What about what’s not in the indictment? Bragg did not cite specific statutes he will rely upon to pursue felonies. But there is nothing sneaky or underhanded about that. Bragg presented what he thought he needed to — no more and no less. Media impatience is no reason to reveal more in an indictment than he would normally do at this stage. (New York legal experts point out to me that even in the jury instructions, the prosecutor need not specify the precise crime that bumps up a charge to a felony.)
Brookings Institution’s Norman Eisen, who has written extensively on the case, tells me, “The 44-paragraph recital of the evidence is absolutely damning.” And while we may be frustrated with the lack of legal argument, he says that “there’s no legal requirement in New York for Bragg to plead with any more specificity than he has done here.”

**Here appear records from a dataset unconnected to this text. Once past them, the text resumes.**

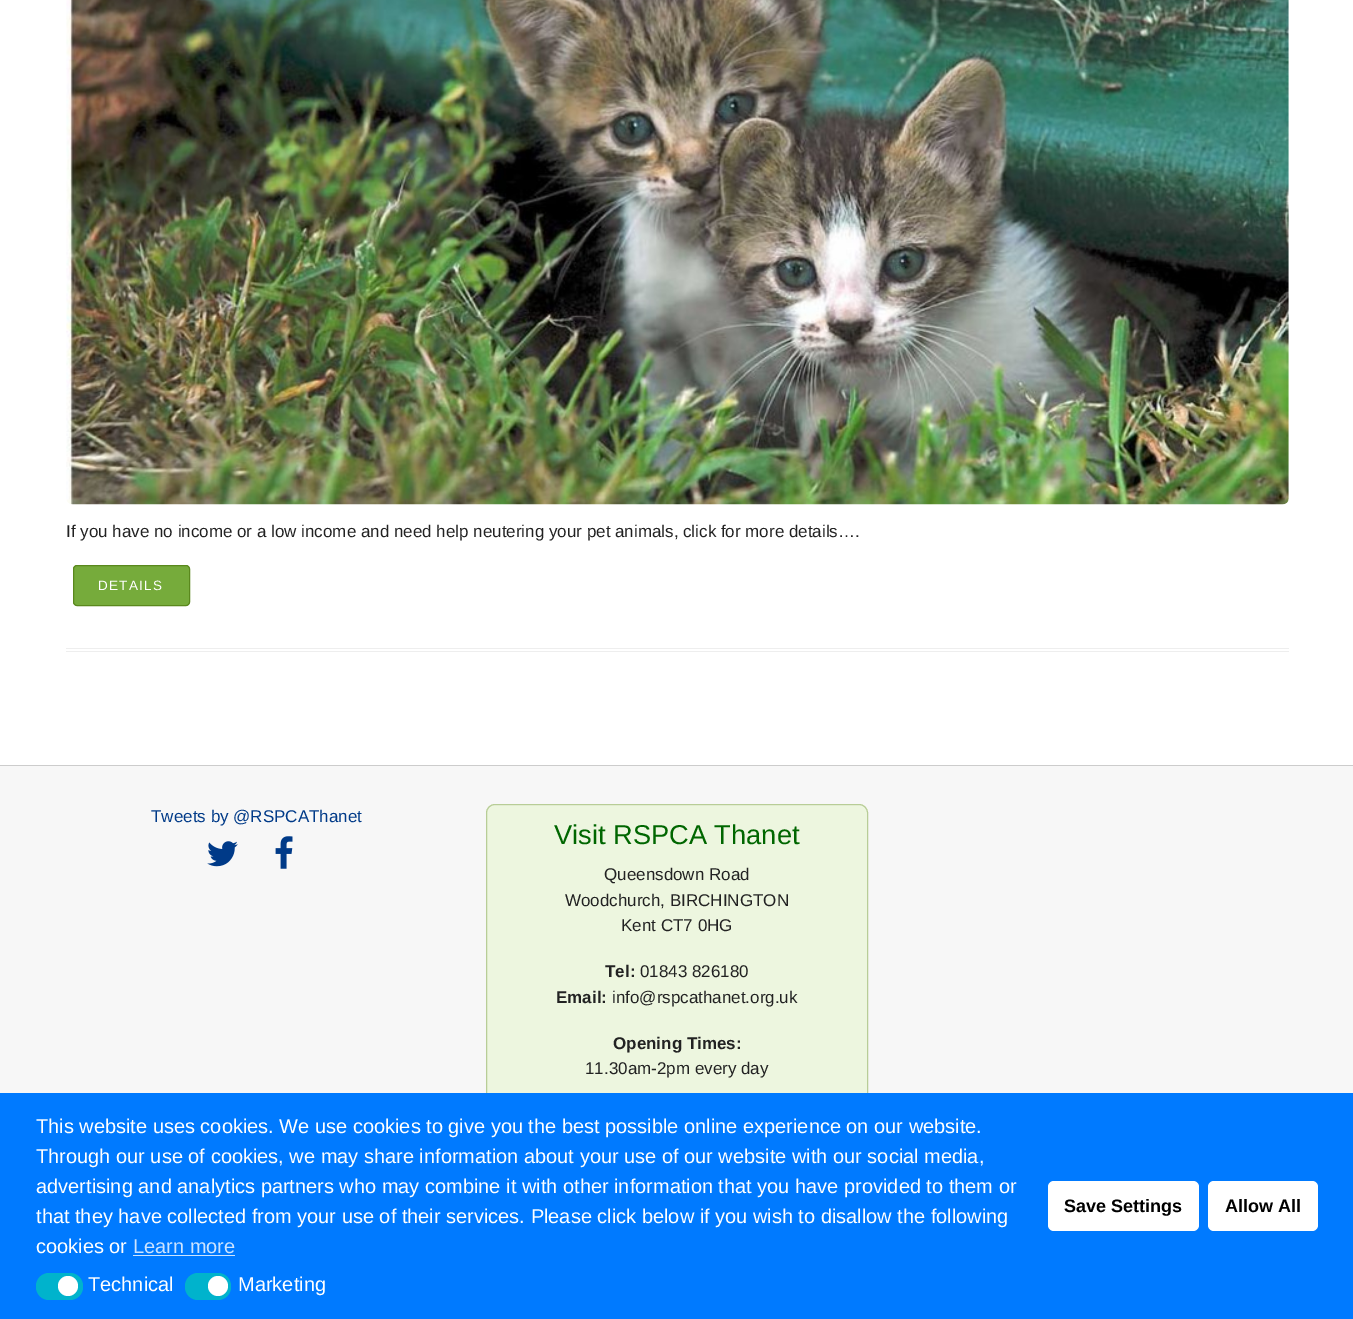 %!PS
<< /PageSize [1353 1319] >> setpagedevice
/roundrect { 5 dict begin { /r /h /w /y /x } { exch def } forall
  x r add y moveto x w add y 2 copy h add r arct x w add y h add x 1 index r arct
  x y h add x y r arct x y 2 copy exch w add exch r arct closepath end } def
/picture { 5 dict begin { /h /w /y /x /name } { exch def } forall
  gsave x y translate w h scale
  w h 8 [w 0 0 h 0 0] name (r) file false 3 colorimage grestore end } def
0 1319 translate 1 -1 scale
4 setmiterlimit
1 setgray
0 0 1353 1319 rectfill
(img1.rgb) 66 0 1223 505 picture
/LiberationSans-Regular [17 0 0 -17 0 0] selectfont
0.133 setgray
66 537 moveto (If you have no income or a low income and need help neutering your pet animals, click for more details….) show
0.463 0.671 0.231 setrgbcolor
73.5 565.5 116 40 3.5 roundrect gsave fill grestore
0.353 0.533 0.114 setrgbcolor
stroke
/LiberationSans-Regular [13.5 0 0 -13.5 0 0] selectfont
1 setgray
98 590 moveto 1.25 0 (DETAILS) ashow
0.933 setgray
66 648 1223 1 rectfill
66 651 1223 1 rectfill
0.969 setgray
0 766 1353 327 rectfill
0.8 setgray
0 765 1353 1 rectfill
/LiberationSans-Regular [17 0 0 -17 0 0] selectfont
0 0.227 0.533 setrgbcolor
151 822 moveto (Tweets by @RSPCAThanet) show
(img2.rgb) 207 841 31 26 picture
(img3.rgb) 275 836 18 33 picture
0.929 0.965 0.875 setrgbcolor
486 804 382 334 9 roundrect fill
0.945 0.973 0.898 setrgbcolor
newpath 495 806 moveto 859 806 lineto 863 806 866 809 866 814 curveto 866 809 863 805 858 805 curveto 496 805 lineto 491 805 488 809 488 814 curveto 488 809 491 806 495 806 curveto closepath fill
0.722 0.804 0.592 setrgbcolor
486.5 804.5 381 333 8.5 roundrect stroke
/LiberationSans-Regular [27.25 0 0 -27.25 0 0] selectfont
0 0.4 0 setrgbcolor
554 844 moveto (Visit RSPCA Thanet) show
/LiberationSans-Regular [17 0 0 -17 0 0] selectfont
0.133 setgray
604 880 moveto (Queensdown Road) show
565 906 moveto (Woodchurch, BIRCHINGTON) show
621 931 moveto (Kent CT7 0HG) show
/LiberationSans-Bold [17 0 0 -17 0 0] selectfont
605 977 moveto (Tel:) show
/LiberationSans-Regular [17 0 0 -17 0 0] selectfont
640 977 moveto (01843 826180) show
/LiberationSans-Bold [17 0 0 -17 0 0] selectfont
556 1003 moveto (Email:) show
/LiberationSans-Regular [17 0 0 -17 0 0] selectfont
612 1003 moveto (info@rspcathanet.org.uk) show
/LiberationSans-Bold [17 0 0 -17 0 0] selectfont
613 1049 moveto (Opening Times:) show
/LiberationSans-Regular [17 0 0 -17 0 0] selectfont
585 1074 moveto (11.30am-2pm every day) show
0 0.478 1 setrgbcolor
0 1093 1353 226 rectfill
/LiberationSans-Regular [20 0 0 -20 0 0] selectfont
1 setgray
36 1133 moveto (This website uses cookies. We use cookies to give you the best possible online experience on our website.) show
36 1163 moveto (Through our use of cookies, we may share information about your use of our website with our social media,) show
36 1193 moveto (advertising and analytics partners who may combine it with other information that you have provided to them or) show
36 1223 moveto (that they have collected from your use of their services. Please click below if you wish to disallow the following) show
36 1253 moveto (cookies or) show
0.8 0.894 1 setrgbcolor
133 1253 moveto (Learn more) show
133 1255 102 1 rectfill
0 0.702 0.8 setrgbcolor
36 1273 47 27 13 roundrect fill
1 setgray
newpath 68 1286 10 0 360 arc closepath fill
88 1291 moveto (Technical) show
0 0.702 0.8 setrgbcolor
185 1273 46 27 13 roundrect fill
1 setgray
newpath 218 1286 10 0 360 arc closepath fill
238 1291 moveto (Marketing) show
1048 1181 151 50 6 roundrect fill
/LiberationSans-Bold [18 0 0 -18 0 0] selectfont
0 setgray
1064 1212 moveto (Save Settings) show
1 setgray
1208 1181 110 50 6 roundrect fill
0 setgray
1225 1212 moveto (Allow All) show
showpage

Eisen, who served as co-counsel to the House Judiciary Committee in [the defendant’s] first impeachment hearing, adds, “There will undoubtedly be much more to come, both when [the defendant] files his inevitable bill of particulars, and as the case otherwise unfolds through the trial and pretrial process.” There is ample case law for using federal and state election law violations to bump up a records falsification case.
While the complaint goes into some detail on efforts to make sure Cohen knew he was “loved” and had friends in “high places” (the defendant runs a “pressure campaign,” as the indictment titles one section), it does not specifically charge witness tampering or obstruction. But such actions speak to consciousness of guilt, an awareness that [the defendant] needed Cohen to remain quiet because he feared their scheme would become public.
At his news conference, Bragg said, “Under New York state law, it is a felony to falsify business records with intent to defraud and intent to conceal another crime. That is exactly what this case is about. Thirty-four false statements made to cover up other crimes. These are felony crimes in New York state no matter who you are.” Bragg is certainly right that these are “bread and butter” white-collar crimes routinely prosecuted. The New York Times reports, “Since Mr. Bragg took office in 2022, prosecutors have filed 117 felony counts of the charge, against 29 individuals and companies, according to data kept by the office.”
While frustrating for the media and legal pundits, we are not likely to get more detail until pretrial motions are heard [later this year]. The judge put a protective order on the evidence, so that cannot be shared with the public. And while the judge reportedly admonished [the defendant] about threats to the prosecutor or others, he will be free to share (or not) his views and arguments — unless later subjected to a gag order…. As a criminal defendant, he cannot say everything he wants; like other defendants, if he threatens court personnel or incites violence, he’ll find himself back before the judge. (He certainly went right up to the line during remarks [in Florida], with references to the judge and his family.)
… The judge and jury won’t care how loudly [the defendant] and his cultists whine about his plight. They certainly won’t care that the media wants to find out Bragg’s legal strategy. The matter rests with the New York court — which is what equal justice under the law demands.
It matters not one bit that the defendant is being investigated by other agencies for other crimes or that millions of Americans chose to give someone like him a victory in the Electoral College. It also doesn’t matter one bit that people who think the criminal case is weak will be given a lot of publicity (controversy sells). After all these years, this guy is finally the defendant in a criminal case. Let justice be served.
PS: The indictment isn’t worth reading. The Statement of Facts that came with the indictment is much more interesting. It describes the conspiracy to sway the election.